### What you will do
As the answer, give a copy of each line below that includes the word "image".

### Data provided
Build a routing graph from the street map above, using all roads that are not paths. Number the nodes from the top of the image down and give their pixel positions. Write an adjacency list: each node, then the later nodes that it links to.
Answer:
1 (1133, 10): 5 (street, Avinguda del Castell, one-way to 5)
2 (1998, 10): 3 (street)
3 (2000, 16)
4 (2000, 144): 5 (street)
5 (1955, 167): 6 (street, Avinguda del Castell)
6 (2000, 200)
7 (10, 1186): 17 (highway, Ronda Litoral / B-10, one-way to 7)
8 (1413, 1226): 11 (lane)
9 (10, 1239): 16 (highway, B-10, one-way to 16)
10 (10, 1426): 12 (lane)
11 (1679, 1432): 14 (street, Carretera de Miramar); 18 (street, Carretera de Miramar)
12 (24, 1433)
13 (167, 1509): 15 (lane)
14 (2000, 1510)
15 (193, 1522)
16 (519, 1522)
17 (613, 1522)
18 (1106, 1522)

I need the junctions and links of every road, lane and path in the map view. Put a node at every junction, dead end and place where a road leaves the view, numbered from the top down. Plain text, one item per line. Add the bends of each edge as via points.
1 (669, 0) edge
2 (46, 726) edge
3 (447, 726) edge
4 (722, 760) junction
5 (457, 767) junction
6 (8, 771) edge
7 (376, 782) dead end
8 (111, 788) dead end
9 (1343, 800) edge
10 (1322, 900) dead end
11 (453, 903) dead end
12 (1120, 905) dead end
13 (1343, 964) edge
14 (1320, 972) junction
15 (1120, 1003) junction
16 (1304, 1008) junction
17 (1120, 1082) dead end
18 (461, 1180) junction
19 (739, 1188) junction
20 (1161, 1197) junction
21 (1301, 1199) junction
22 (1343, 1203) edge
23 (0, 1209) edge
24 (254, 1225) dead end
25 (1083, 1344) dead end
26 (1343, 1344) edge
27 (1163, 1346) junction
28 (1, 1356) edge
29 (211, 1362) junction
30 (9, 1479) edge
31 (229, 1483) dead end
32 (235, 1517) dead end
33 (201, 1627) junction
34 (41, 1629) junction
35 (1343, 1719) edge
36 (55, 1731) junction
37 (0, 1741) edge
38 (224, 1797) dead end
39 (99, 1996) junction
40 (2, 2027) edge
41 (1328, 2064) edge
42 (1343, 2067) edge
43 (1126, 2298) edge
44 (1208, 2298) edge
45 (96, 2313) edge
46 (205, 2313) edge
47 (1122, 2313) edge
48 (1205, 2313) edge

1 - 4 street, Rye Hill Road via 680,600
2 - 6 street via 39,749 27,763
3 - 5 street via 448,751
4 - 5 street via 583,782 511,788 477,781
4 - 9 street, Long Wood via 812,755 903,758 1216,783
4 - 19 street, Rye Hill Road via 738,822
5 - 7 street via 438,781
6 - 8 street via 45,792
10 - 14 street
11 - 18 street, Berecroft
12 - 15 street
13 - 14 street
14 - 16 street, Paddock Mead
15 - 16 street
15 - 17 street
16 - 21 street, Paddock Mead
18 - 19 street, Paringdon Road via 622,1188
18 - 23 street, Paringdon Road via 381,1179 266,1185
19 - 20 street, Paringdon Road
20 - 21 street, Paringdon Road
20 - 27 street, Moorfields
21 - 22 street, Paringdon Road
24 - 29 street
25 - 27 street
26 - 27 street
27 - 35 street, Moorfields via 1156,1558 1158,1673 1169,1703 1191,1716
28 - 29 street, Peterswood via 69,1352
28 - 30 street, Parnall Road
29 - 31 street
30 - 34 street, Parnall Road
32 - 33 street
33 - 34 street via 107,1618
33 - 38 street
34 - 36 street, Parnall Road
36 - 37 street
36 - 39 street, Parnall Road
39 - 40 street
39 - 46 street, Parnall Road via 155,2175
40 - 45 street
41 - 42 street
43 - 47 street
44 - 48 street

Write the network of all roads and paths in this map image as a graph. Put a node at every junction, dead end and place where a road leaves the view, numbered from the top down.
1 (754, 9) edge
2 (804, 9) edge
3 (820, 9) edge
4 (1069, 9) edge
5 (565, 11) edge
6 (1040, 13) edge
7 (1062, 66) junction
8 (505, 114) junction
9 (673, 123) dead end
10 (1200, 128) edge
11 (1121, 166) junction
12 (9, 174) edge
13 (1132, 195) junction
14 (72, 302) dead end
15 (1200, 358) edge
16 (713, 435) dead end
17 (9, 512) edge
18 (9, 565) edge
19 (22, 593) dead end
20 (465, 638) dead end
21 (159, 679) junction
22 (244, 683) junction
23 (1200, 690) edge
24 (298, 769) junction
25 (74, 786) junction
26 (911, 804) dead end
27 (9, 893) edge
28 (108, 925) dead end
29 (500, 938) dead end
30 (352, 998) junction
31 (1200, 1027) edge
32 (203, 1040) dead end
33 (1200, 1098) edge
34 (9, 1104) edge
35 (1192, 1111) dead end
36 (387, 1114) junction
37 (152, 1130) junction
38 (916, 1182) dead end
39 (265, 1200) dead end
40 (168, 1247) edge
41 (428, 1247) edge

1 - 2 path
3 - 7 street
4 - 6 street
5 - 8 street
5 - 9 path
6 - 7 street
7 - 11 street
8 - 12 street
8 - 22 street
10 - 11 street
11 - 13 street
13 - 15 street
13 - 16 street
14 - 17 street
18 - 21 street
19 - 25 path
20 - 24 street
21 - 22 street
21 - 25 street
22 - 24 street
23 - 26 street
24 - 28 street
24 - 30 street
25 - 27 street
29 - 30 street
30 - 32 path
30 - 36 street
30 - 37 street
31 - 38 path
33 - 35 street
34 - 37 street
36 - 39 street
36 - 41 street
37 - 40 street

### Exercise output
Build a routing graph from the street map above, using all roads that are not paths. Number the nodes from the top of the image down and give their pixel positions. Write an adjacency list: each node, then the later nodes that it links to.
Write the network of all roads and paths in this map image as a graph. Put a node at every junction, dead end and place where a road leaves the view, numbered from the top down.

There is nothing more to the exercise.